En los primeros días de 2018 se ha vuelto a plantear por algunos representantes políticos españoles la posibilidad de crear un impuesto sobre las transacciones financieras: nada nuevo según lo expuesto. Más novedoso es que se promueva que los bancos paguen un recargo del 8% en el Impuesto sobre Sociedades para aplicarlo a la reducción del déficit de la Seguridad Social.

Si lo primero (el impuesto sobre las transacciones financieras) no se proyecta y ejecuta desde el ámbito internacional, unas entidades bancarias que empiezan a ver la luz al final del túnel pero aún con una baja rentabilidad, sometidas a la competencia de las entidades tecnológicas que ofrecen servicios financieros (“Fintech”), con una carga sustancial de préstamos impagados (“non-performing loans”), en un entorno de tipos de interés negativos y de cambio del modelo de negocio según se solicita por el supervisor bancario (el Banco Central Europeo), pueden sufrir, pues los ahorradores e inversores buscarían las jurisdicciones más favorables fiscalmente para colocar sus depósitos y capitales. 

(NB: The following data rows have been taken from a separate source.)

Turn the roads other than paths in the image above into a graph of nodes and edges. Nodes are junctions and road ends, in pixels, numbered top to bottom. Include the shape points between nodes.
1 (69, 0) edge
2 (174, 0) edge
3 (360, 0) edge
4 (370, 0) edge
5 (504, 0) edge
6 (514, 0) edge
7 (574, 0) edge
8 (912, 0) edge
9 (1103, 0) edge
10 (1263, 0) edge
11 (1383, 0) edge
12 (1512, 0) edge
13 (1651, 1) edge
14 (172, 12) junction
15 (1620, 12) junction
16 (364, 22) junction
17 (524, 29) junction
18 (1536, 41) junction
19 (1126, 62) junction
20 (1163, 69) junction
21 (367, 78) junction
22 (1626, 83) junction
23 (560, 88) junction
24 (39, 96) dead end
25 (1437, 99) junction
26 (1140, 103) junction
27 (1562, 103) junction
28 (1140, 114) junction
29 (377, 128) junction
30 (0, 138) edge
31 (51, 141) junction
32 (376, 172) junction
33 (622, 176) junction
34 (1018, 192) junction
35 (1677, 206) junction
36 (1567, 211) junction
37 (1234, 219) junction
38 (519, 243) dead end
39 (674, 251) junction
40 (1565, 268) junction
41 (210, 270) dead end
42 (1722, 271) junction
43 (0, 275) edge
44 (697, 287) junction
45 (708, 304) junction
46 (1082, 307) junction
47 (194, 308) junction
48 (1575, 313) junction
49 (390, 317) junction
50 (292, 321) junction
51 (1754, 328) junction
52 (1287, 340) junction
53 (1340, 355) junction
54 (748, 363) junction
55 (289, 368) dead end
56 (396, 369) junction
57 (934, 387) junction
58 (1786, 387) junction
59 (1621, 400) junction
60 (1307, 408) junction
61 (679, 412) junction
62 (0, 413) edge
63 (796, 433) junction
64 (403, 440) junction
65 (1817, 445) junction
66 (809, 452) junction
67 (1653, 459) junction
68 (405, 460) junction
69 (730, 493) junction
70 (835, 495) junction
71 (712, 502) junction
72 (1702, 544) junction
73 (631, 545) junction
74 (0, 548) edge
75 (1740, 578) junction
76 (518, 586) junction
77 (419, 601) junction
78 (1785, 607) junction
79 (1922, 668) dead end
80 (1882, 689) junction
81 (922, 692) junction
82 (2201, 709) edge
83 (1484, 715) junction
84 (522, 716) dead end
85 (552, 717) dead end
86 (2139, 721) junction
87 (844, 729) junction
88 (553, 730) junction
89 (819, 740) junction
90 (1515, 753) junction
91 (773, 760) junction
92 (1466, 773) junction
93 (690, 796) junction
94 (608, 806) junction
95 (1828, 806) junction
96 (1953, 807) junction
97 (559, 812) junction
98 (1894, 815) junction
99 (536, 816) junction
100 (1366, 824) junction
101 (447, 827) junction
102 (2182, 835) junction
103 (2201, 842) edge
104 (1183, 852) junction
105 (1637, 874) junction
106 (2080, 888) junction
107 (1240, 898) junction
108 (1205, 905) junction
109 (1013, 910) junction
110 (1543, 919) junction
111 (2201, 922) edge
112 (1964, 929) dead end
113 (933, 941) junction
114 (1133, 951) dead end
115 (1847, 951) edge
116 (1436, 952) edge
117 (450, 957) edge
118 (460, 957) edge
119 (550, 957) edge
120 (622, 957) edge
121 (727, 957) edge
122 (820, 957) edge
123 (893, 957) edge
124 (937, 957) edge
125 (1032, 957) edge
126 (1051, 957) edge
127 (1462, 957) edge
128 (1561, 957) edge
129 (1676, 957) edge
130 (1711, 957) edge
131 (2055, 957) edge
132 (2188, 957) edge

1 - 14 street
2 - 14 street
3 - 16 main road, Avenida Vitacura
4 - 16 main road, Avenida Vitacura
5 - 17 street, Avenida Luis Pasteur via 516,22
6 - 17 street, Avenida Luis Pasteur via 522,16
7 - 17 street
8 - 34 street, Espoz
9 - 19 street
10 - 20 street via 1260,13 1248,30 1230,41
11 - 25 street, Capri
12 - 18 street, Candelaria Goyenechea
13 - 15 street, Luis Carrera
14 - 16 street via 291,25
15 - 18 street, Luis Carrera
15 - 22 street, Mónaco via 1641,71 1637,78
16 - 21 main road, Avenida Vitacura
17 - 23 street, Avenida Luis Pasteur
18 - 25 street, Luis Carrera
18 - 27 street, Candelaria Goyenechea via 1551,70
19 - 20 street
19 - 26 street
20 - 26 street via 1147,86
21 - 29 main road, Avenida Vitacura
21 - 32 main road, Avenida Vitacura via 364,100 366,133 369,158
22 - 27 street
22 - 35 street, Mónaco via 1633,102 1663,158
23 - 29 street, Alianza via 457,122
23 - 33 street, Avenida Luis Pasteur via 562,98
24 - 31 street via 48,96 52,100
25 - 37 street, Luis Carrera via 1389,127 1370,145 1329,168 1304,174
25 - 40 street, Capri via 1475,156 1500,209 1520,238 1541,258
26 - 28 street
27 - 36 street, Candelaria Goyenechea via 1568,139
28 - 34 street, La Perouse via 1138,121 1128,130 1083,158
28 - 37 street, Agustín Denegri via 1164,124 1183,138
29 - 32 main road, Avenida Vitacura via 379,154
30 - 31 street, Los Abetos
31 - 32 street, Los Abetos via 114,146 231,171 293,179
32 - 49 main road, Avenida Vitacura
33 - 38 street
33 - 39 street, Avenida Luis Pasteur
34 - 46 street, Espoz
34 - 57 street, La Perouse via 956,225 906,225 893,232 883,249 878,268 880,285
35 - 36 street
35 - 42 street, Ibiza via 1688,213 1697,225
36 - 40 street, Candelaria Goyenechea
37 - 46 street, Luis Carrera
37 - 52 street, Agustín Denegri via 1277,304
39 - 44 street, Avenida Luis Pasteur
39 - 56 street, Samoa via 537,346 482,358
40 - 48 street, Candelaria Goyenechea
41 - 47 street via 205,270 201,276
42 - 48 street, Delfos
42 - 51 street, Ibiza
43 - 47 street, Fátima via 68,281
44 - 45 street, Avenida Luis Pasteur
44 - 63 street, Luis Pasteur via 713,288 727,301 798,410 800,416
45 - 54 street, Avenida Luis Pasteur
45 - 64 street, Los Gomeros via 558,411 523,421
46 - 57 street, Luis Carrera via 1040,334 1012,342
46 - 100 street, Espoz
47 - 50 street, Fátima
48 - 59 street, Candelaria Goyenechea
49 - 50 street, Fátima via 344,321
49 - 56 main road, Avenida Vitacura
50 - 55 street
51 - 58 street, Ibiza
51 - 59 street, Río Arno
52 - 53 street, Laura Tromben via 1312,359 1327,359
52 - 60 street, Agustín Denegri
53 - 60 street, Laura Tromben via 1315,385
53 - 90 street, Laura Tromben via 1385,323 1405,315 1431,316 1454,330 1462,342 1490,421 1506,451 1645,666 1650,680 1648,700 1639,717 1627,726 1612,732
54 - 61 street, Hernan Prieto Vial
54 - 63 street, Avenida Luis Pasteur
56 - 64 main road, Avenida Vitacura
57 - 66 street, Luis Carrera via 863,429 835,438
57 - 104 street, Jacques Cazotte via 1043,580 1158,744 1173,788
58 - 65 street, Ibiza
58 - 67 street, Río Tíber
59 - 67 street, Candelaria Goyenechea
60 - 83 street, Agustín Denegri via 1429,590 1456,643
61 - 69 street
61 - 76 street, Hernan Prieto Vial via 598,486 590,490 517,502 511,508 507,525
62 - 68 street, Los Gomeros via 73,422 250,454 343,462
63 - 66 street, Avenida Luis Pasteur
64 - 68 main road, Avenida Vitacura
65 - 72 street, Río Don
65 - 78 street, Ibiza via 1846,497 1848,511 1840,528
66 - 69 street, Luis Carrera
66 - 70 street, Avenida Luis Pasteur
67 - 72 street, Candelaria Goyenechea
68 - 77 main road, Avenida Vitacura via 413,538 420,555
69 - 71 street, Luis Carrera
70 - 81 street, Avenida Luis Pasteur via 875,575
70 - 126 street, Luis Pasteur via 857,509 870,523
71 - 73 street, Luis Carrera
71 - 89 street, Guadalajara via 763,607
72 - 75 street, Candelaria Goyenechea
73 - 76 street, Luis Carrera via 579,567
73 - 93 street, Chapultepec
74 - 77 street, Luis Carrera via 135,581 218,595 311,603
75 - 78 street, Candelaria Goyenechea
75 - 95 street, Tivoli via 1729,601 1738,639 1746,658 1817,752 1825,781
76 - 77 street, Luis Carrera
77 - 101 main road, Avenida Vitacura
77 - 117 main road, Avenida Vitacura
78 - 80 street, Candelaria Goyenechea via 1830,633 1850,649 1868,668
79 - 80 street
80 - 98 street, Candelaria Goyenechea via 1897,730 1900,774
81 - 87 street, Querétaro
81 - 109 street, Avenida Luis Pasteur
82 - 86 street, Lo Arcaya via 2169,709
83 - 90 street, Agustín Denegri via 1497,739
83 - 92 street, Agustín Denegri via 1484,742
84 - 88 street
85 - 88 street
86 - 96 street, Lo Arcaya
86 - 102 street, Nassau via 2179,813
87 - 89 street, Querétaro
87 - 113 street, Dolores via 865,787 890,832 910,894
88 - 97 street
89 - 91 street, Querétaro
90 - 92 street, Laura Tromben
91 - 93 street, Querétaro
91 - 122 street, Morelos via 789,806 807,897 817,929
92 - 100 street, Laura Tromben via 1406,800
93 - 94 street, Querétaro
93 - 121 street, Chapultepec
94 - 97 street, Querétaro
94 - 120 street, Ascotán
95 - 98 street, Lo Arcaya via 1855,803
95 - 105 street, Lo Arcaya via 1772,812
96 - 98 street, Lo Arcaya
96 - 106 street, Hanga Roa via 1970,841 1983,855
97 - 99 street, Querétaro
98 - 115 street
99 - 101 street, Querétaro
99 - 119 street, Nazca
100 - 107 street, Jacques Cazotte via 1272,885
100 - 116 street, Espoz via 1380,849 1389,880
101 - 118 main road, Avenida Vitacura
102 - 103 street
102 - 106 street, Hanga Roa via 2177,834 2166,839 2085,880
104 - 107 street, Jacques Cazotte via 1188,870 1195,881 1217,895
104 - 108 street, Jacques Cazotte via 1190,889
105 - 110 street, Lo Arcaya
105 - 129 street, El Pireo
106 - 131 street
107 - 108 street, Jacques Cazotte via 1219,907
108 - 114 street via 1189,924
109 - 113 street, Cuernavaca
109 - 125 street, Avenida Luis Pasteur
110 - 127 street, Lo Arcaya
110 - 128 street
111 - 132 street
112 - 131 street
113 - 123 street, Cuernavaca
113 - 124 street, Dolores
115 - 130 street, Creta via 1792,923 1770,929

En cuanto a lo segundo, esto es, la financiación del déficit de la Seguridad Social con cargo directo al sector financiero, nos parece un parche insólito. Antes bien, habría que apostar por el rejuvenecimiento de la sociedad, la generación de trabajo de calidad y la restauración de una adecuada relación entre los cotizantes y los pensionistas. 

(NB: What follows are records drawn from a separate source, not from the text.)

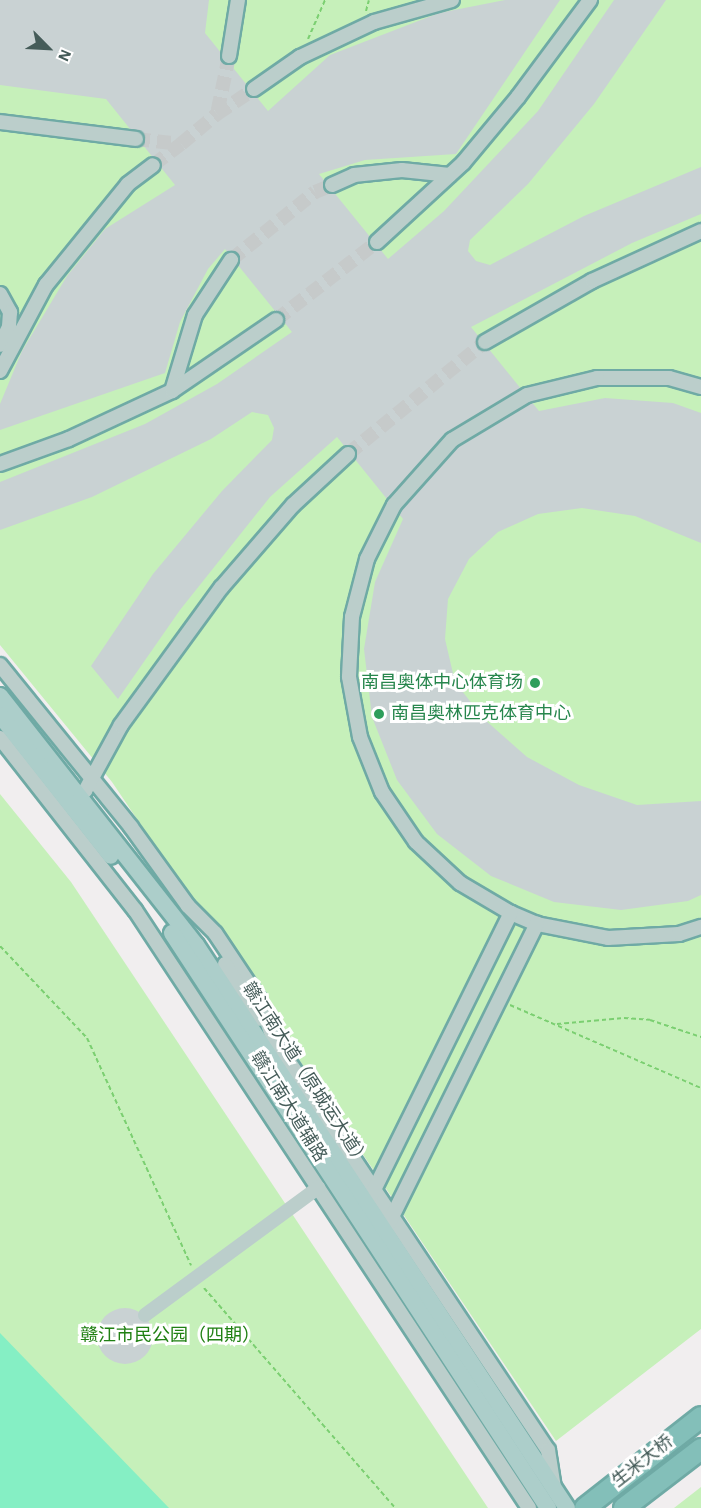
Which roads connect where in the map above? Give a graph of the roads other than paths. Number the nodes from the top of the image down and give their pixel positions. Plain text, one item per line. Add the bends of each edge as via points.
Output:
1 (238, 0) edge
2 (452, 0) edge
3 (590, 0) edge
4 (229, 56) tunnel mouth
5 (254, 89) tunnel mouth
6 (2, 126) edge
7 (135, 139) tunnel mouth
8 (153, 165) tunnel mouth
9 (450, 175) junction
10 (332, 185) tunnel mouth
11 (701, 231) edge
12 (376, 242) tunnel mouth
13 (231, 260) tunnel mouth
14 (0, 294) edge
15 (276, 320) tunnel mouth
16 (5, 342) edge
17 (485, 342) tunnel mouth
18 (0, 371) edge
19 (701, 387) edge
20 (172, 391) junction
21 (348, 454) tunnel mouth
22 (0, 464) edge
23 (0, 665) edge
24 (0, 696) edge
25 (0, 715) edge
26 (0, 738) edge
27 (92, 778) junction
28 (75, 801) junction
29 (512, 913) junction
30 (537, 924) junction
31 (701, 927) edge
32 (318, 1188) junction
33 (367, 1204) junction
34 (385, 1232) junction
35 (145, 1315) dead end
36 (701, 1417) edge
37 (701, 1449) edge
38 (544, 1501) edge
39 (567, 1508) edge
40 (585, 1508) edge
41 (624, 1508) edge

1 - 4 street
2 - 5 street via 374,22 300,57
3 - 9 street via 518,97
6 - 7 street
8 - 16 street via 128,184
9 - 10 street via 402,170 354,175
9 - 12 street
11 - 17 street via 592,281
13 - 20 street via 195,315
14 - 16 street via 10,312
15 - 20 street
16 - 18 street
19 - 29 street via 669,378 597,378 527,395 452,440 394,505 367,559 352,617 349,677 360,736 382,792 416,842 460,883
20 - 22 street via 69,439
21 - 27 street via 293,505 221,588 122,725
23 - 27 street
24 - 28 main road, 赣江南大道（原城运大道）
25 - 28 main road, 赣江南大道（原城运大道）
26 - 32 street, 赣江南大道辅路 via 135,910
27 - 28 street
27 - 33 street via 188,906 215,933 259,999 273,1038
28 - 33 main road, 赣江南大道（原城运大道）
29 - 30 street
29 - 33 street
30 - 31 street via 608,938 679,934
30 - 34 street
32 - 35 street, bridge
32 - 38 street, 赣江南大道辅路
33 - 34 main road, 赣江南大道（原城运大道）
33 - 34 street
34 - 38 main road, 赣江南大道（原城运大道）
34 - 38 street via 548,1450
36 - 40 highway, 生米大桥
37 - 41 highway, 生米大桥
38 - 39 main road, 赣江南大道（原城运大道）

Recuperar la confianza del cliente —y del contribuyente— en el sector financiero a golpe de más tributación no parece, en principio, la vía más idónea ni efectiva, con la paradoja de que serán las entidades que mejor paradas han salido de la crisis, las que han sido más conservadoras y prudentes, las que tendrán que pagar la cuenta dejada por muchas entidades inexistentes en la actualidad o la deuda generada por una situación con la que no guardan relación alguna (la de la Seguridad Social).

En todo caso, como en cualquier empresa, los mayores costes en los que los bancos puedan incurrir terminarán siendo repercutidos a los clientes, quienes verán incrementarse los precios de los servicios demandados o disminuir los retornos esperados por sus ahorros e inversiones. La misma Comisión Europea ha admitido expresamente este posible efecto (“Comunicación de la Comisión al Parlamento Europeo, al Consejo, al Comité Económico y Social Europeo y al Comité de las Regiones. Fiscalidad del Sector Financiero”, COM (2010) 549 final, 7 de octubre). 

En fin, cualquier movimiento, más allá de los intereses particulares, debe ser cuidadosamente meditado, incluso antes de ser anunciado.